■ **TASK GOAL**: Find and copy each line of the data that includes "lane".

■ **TASK MATERIAL**:
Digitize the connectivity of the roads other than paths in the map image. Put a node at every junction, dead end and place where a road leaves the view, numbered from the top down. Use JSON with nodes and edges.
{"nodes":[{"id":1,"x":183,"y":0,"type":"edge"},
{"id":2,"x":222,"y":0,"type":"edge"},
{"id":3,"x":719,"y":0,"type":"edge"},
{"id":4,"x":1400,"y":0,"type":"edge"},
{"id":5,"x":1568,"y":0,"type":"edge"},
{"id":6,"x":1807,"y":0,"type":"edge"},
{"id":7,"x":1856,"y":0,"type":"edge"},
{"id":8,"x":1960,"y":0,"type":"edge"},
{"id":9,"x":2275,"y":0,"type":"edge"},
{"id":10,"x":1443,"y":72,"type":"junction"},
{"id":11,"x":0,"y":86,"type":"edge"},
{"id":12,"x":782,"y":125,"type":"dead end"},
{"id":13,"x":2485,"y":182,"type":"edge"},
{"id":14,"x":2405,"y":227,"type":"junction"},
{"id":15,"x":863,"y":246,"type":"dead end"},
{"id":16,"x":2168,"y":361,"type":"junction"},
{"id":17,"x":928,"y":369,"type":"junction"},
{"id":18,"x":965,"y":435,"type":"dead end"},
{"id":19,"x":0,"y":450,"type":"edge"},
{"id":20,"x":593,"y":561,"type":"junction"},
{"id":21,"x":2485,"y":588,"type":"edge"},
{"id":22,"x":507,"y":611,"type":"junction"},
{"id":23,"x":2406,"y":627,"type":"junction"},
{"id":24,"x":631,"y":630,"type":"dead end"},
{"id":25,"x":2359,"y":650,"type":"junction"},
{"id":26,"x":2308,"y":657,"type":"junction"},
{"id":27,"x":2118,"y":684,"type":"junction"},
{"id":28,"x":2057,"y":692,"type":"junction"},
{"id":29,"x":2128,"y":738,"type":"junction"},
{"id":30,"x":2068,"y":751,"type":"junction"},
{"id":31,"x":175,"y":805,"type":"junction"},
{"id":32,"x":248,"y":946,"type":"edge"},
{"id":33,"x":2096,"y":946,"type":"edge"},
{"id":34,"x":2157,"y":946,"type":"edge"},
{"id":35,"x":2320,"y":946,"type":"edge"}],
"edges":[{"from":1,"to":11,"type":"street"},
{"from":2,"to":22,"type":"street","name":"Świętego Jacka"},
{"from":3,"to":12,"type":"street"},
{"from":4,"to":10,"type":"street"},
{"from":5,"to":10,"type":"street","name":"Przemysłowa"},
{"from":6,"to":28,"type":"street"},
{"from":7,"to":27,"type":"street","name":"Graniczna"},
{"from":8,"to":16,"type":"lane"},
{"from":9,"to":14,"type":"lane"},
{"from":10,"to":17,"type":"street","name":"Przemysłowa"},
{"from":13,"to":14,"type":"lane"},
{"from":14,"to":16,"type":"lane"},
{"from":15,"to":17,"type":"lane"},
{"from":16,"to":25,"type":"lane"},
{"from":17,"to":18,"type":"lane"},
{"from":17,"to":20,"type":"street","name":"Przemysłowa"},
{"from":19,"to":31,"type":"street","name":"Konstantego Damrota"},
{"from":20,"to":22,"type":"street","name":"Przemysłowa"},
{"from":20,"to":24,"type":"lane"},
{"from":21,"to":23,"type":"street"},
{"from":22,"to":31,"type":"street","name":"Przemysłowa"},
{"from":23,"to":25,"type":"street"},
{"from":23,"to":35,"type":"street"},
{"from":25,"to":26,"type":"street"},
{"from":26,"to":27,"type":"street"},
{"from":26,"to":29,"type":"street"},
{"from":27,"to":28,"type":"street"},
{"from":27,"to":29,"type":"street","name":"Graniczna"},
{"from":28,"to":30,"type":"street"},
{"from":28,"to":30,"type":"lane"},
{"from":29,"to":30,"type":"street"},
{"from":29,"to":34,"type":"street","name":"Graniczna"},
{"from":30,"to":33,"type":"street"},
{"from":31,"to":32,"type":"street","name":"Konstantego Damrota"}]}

■ **RESPONSE BOX**:
{"from":8,"to":16,"type":"lane"},
{"from":9,"to":14,"type":"lane"},
{"from":13,"to":14,"type":"lane"},
{"from":14,"to":16,"type":"lane"},
{"from":15,"to":17,"type":"lane"},
{"from":16,"to":25,"type":"lane"},
{"from":17,"to":18,"type":"lane"},
{"from":20,"to":24,"type":"lane"},
{"from":28,"to":30,"type":"lane"},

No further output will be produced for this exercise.